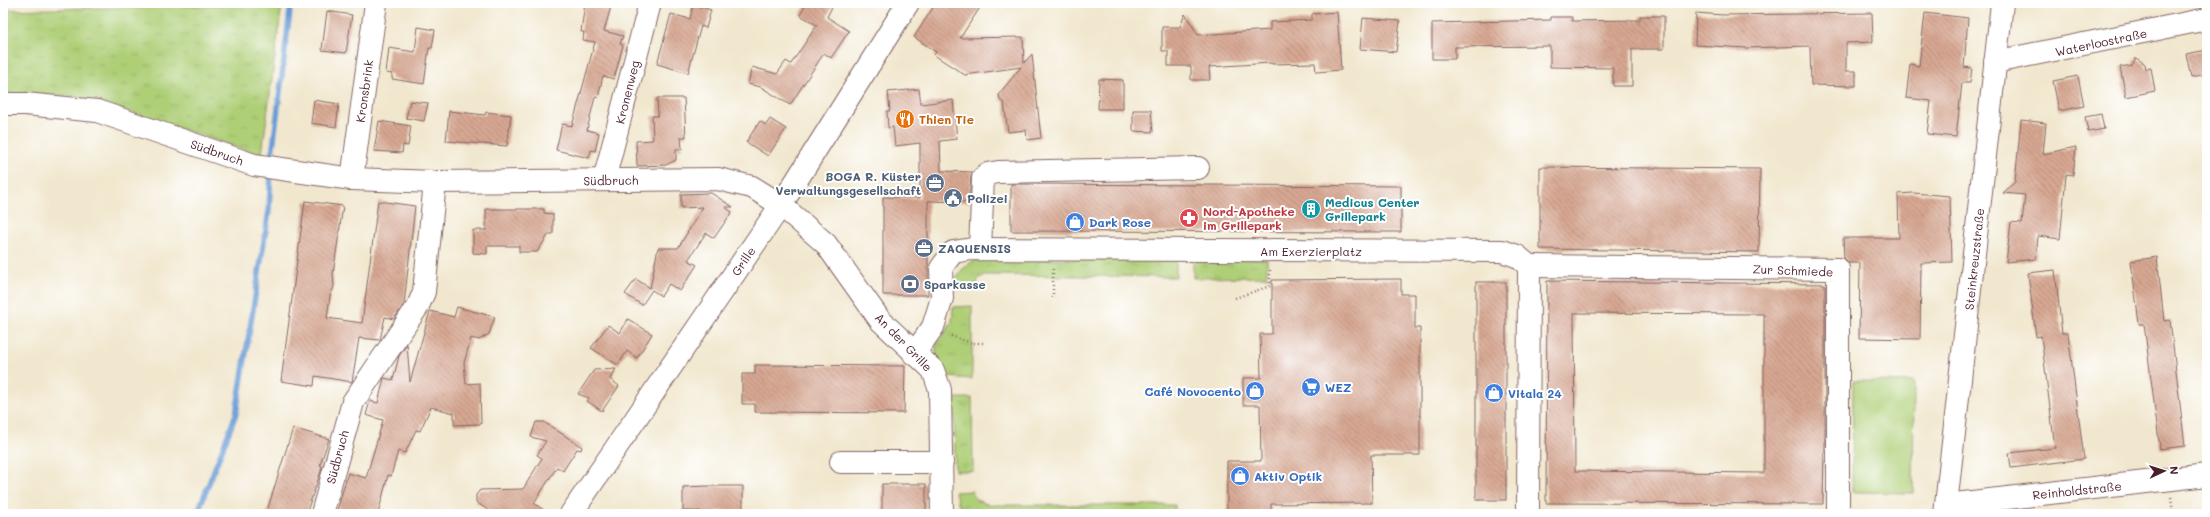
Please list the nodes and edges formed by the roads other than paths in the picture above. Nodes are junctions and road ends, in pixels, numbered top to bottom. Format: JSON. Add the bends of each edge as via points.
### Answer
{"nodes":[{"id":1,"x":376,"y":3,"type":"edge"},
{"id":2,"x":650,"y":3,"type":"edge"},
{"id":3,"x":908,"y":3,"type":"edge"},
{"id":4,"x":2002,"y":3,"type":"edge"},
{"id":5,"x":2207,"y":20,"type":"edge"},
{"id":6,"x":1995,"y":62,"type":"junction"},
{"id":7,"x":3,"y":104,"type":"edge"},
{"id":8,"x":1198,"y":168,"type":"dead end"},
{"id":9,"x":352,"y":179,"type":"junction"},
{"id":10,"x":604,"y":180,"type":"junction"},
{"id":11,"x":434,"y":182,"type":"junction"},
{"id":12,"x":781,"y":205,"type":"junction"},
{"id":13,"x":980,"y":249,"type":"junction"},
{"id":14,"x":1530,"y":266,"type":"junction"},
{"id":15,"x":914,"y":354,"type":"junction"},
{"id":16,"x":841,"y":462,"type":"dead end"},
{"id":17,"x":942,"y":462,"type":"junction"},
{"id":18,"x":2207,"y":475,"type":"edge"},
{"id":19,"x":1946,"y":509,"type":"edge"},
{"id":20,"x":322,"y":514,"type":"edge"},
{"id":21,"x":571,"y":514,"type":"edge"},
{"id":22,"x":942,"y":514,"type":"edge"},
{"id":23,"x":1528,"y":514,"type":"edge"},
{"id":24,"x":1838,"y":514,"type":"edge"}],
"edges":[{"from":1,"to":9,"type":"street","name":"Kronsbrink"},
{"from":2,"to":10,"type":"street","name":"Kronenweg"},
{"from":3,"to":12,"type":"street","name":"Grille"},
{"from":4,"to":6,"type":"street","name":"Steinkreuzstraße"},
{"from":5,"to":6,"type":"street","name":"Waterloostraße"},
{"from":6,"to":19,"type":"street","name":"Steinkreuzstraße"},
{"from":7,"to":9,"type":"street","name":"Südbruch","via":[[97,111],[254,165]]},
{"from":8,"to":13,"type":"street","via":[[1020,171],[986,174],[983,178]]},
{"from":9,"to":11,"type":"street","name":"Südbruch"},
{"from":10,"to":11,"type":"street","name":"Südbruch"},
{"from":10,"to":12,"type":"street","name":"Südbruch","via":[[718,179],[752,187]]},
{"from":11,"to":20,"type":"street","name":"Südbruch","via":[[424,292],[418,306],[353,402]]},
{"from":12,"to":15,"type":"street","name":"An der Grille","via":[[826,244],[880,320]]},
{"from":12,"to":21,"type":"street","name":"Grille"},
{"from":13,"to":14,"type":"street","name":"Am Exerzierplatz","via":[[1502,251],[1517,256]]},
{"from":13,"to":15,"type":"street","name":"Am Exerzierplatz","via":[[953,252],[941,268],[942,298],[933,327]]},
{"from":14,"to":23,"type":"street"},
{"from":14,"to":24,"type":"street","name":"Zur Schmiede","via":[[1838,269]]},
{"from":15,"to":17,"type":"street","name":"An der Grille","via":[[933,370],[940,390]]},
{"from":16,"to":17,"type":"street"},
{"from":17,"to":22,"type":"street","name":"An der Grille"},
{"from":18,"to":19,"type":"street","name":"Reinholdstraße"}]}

* **Exercise**:
Give the number of lines in the listing that hold the string "edges". Add nothing else.

* **Result**:
2